Huber, Hanna; Schieren, Alina; Holst, Jens Juul; Simon, Marie-Christine.
Affiliation
  • Huber H; Department of Psychiatry and Neurochemistry, The Sahlgrenska Academy at the University of Gothenburg, Institute of Neuroscience and Physiology, Mölndal, Sweden; Department Nutrition and Microbiota, University of Bonn, Institute of Nutrition and Food Science, Bonn, Germany.
  • Schieren A; Department Nutrition and Microbiota, University of Bonn, Institute of Nutrition and Food Science, Bonn, Germany.
  • Holst JJ; Department of Biomedical Sciences, University of Copenhagen, Faculty of Health and Medical Sciences, Copenhagen, Denmark; The Novo Nordisk Foundation Center for Basic Metabolic Research, University of Copenhagen, Faculty of Health and Medical Sciences, Copenhagen, Denmark.
  • Simon MC; Department Nutrition and Microbiota, University of Bonn, Institute of Nutrition and Food Science, Bonn, Germany. Electronic address: marie-christine.simon@uni-bonn.de.
Am J Clin Nutr ; 119(3): 599-627, 2024 03.

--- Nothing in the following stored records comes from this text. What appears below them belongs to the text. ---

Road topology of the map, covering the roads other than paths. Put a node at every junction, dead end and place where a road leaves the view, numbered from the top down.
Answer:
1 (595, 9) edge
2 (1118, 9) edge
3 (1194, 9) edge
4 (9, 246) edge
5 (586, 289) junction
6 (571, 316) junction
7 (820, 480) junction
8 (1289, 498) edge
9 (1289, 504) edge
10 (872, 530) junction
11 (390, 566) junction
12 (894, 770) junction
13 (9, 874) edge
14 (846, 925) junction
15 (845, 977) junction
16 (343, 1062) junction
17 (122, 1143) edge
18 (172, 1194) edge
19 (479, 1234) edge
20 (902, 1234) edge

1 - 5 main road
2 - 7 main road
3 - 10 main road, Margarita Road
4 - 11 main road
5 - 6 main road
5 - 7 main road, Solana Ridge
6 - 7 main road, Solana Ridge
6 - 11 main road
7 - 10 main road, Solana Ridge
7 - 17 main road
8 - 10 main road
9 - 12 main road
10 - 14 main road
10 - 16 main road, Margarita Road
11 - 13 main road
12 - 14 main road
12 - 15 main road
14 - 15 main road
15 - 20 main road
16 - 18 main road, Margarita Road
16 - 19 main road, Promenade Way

Article in En | MEDLINE | ID: mdl-38218319
ABSTRACT
Glucagon-like peptide 1 (GLP-1), a gastrointestinal peptide and central mediator of glucose metabolism, is secreted by L cells in the intestine in response to food intake. Postprandial secretion of GLP-1 is triggered by nutrient-sensing via transporters and G-protein-coupled receptors (GPCRs). GLP-1 secretion may be lower in adults with obesity/overweight (OW) or type 2 diabetes mellitus (T2DM) than in those with normal glucose tolerance (NGT), but these findings are inconsistent. Because of the actions of GLP-1 on stimulating insulin secretion and promoting weight loss, GLP-1 and its analogs are used in pharmacologic preparations for the treatment of T2DM. However, physiologically stimulated GLP-1 secretion through the diet might be a preventive or synergistic method for improving glucose metabolism in individuals who are OW, or have impaired glucose tolerance (IGT) or T2DM. This narrative review focuses on fasting and postprandial GLP-1 secretion in individuals with different metabolic conditions and degrees of glucose intolerance. Further, the influence of relevant diet-related factors (e.g., specific diets, meal composition, and size, phytochemical content, and gut microbiome) that could affect fasting and postprandial GLP-1 secretion are discussed. Some studies showed diminished glucose- or meal-stimulated GLP-1 response in participants with T2DM, IGT, or OW compared with those with NGT, whereas other studies have reported an elevated or unchanged GLP-1 response in T2DM or IGT. Meal composition, especially the relationship between macronutrients and interventions targeting the microbiome can impact postprandial GLP-1 secretion, although it is not clear which macronutrients are strong stimulants of GLP-1. Moreover, glucose tolerance, antidiabetic treatment, grade of overweight/obesity, and sex were important factors influencing GLP-1 secretion. The results presented in this review highlight the potential of nutritional and physiologic stimulation of GLP-1 secretion. Further research on fasting and postprandial GLP-1 concentrations and the resulting metabolic consequences under different metabolic conditions is needed.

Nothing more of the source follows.